Time:14:00-16:00, Friday, November 28 2025
Venue:E4-233
Speaker:Matteo Ruggiero, Université Paris Cité
Biography:Professor Matteo Ruggiero obtained his PhD degree from Scuola Normale Superiore di Pisa, Italy. Then he was a post-doc of the FMJH at the Ecole Polytechnique, France. Now he is a Maître de conférences at Université Paris Cité, France. Professor Ruggiero made fundamental contributions to Local and semi-local dynamics of analytic maps, complex geometry and compactification of orbit spaces, birational aspects of singularities of analytic spaces and maps, links with toric, tropical and non-archimedean geometry, and arithmetic dynamics aspects of polynomial endomorphisms.
Title:On the Dynamical Manin Mumford problem for polynomial endomorphisms of the plane
Abstract:The Dynamical Manin-Mumford problem is a dynamical question inspired by classical results from arithmetic geometry.In the setting of regular polynomial endomorphisms of C^2 of degree d>=2, it tasks to determine whether an algebraic curve containing infinitely many preperiodic points must be itself preperiodic.

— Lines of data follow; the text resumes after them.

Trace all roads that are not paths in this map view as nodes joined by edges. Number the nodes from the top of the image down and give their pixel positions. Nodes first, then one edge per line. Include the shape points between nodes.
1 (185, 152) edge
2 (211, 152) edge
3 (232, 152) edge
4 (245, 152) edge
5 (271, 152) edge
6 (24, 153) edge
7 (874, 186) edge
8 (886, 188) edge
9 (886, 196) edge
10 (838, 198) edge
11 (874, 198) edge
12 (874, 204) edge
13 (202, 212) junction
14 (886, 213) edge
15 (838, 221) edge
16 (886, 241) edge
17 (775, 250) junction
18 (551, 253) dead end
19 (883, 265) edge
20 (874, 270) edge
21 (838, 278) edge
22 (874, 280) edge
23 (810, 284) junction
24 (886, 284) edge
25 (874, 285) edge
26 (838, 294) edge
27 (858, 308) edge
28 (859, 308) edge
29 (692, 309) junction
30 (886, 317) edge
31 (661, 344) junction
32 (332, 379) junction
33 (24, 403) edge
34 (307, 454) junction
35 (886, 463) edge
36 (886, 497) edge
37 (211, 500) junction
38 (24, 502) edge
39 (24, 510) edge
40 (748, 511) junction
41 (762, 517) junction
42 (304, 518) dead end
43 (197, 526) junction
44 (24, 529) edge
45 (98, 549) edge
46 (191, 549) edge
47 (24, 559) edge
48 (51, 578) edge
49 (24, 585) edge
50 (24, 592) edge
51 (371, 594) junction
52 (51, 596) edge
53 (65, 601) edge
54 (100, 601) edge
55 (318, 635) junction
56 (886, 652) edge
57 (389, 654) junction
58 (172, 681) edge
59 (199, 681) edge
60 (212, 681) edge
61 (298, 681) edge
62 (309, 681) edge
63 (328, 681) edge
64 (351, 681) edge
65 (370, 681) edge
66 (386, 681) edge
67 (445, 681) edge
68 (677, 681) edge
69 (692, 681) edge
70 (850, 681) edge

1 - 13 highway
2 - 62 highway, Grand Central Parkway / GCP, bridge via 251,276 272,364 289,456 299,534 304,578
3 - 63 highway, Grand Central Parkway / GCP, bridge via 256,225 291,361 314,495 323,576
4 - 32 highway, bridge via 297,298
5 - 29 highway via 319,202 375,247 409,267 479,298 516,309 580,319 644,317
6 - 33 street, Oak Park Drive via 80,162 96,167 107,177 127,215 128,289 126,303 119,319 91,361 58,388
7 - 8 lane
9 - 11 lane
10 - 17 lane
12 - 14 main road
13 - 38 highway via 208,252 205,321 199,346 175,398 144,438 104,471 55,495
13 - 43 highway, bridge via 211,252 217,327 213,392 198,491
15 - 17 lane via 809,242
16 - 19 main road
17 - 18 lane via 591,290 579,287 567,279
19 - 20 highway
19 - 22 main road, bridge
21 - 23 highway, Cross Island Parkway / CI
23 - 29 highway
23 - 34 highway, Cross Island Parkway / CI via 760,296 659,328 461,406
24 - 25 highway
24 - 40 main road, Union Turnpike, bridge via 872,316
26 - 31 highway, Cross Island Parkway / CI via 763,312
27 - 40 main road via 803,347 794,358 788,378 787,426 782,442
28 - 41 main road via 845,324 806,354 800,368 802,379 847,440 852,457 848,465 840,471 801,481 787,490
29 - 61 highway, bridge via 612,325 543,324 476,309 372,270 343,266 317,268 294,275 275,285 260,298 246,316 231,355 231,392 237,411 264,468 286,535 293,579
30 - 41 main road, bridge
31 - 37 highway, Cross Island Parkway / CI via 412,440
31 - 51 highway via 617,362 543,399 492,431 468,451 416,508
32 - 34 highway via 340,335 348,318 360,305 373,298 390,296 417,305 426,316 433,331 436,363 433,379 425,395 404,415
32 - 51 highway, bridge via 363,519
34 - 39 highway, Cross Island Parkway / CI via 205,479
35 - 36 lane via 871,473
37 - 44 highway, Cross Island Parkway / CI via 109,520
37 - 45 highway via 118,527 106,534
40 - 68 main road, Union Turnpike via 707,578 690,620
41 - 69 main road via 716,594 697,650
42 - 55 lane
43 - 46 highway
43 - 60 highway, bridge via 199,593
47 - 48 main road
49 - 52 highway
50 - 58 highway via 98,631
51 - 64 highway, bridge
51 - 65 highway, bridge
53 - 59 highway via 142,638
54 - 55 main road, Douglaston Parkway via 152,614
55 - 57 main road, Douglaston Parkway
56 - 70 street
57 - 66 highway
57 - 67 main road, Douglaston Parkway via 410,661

In a work in collaboration with Romain Dujardin and Charles Favre, we prove this conclusion to hold, provided that: (★) the dynamics at infinity has no superattracting periodic points.
The proof is an interesting blend of techniques from arithmetic geometry and complex/non-archimedean dynamics.
Condition (★) is crucial for our approach: it ensures that we can work near the Julia set at infinity at some place, and that the set W where orbits converge at super-exponential speed d at a fixed point at infinity is a (invariant) curve.
If time allows, I will also present our recent results about the properties of W in the superattracting case.